**Task statement**
Each line from the one containing "thumb cmc: (53, 291)" through the last line of the records below is to be repeated as written, with nothing added.

(Dataset records)
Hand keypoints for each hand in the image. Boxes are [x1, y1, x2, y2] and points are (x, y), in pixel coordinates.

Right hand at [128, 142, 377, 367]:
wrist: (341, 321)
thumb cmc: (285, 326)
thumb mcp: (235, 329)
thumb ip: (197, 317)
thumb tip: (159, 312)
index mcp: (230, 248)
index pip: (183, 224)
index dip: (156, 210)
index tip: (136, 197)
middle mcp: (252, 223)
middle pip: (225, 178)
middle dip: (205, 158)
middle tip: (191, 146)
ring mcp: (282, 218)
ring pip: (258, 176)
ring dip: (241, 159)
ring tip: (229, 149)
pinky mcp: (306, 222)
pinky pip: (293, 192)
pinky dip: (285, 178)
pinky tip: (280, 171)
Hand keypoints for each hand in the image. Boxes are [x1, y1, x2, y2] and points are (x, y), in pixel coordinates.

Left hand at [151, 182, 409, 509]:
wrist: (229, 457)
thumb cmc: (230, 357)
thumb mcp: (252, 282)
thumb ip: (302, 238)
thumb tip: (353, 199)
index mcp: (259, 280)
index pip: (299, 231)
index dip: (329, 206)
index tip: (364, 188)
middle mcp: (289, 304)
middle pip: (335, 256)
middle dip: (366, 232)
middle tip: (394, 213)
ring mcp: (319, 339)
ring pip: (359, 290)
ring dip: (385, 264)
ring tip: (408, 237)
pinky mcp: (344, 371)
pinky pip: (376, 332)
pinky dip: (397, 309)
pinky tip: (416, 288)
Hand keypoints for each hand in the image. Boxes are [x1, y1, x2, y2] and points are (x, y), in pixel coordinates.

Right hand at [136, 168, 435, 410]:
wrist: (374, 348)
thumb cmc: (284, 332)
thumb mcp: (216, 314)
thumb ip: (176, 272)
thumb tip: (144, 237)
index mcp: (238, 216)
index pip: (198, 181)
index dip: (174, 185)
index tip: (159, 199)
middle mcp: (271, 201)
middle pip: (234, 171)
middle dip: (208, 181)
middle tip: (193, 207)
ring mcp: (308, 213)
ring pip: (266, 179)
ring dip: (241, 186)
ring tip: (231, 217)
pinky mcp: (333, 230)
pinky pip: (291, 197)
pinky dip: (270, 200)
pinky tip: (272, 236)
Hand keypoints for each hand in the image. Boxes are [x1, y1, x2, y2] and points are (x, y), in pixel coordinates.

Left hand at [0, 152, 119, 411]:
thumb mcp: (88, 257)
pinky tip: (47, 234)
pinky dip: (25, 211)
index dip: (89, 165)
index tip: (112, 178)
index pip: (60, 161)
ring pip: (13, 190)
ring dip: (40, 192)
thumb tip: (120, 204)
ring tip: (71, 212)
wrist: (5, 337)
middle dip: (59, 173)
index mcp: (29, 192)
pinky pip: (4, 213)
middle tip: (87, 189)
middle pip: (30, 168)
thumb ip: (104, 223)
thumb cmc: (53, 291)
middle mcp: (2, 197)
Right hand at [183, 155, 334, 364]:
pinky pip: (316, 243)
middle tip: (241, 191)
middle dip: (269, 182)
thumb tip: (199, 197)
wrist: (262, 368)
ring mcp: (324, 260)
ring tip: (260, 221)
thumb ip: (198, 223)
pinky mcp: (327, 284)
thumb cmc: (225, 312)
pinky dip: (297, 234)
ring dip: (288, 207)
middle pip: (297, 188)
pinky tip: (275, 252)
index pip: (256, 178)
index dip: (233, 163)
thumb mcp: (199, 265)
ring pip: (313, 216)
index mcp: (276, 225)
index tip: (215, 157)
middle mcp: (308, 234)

**Output of the exercise**
thumb cmc: (53, 291)
middle mcp: (2, 197)
Right hand at [183, 155, 334, 364]:
pinky pip: (316, 243)
middle tip: (241, 191)
middle dip: (269, 182)
thumb tip: (199, 197)
wrist: (262, 368)
ring mcp: (324, 260)
ring tip: (260, 221)
thumb ip: (198, 223)
pinky mcp: (327, 284)
thumb cmc: (225, 312)
pinky dip: (297, 234)
ring dip: (288, 207)
middle pip: (297, 188)
pinky tip: (275, 252)
index pip: (256, 178)
index dip: (233, 163)
thumb mcp: (199, 265)
ring pip: (313, 216)
index mcp: (276, 225)
index tip: (215, 157)
middle mcp: (308, 234)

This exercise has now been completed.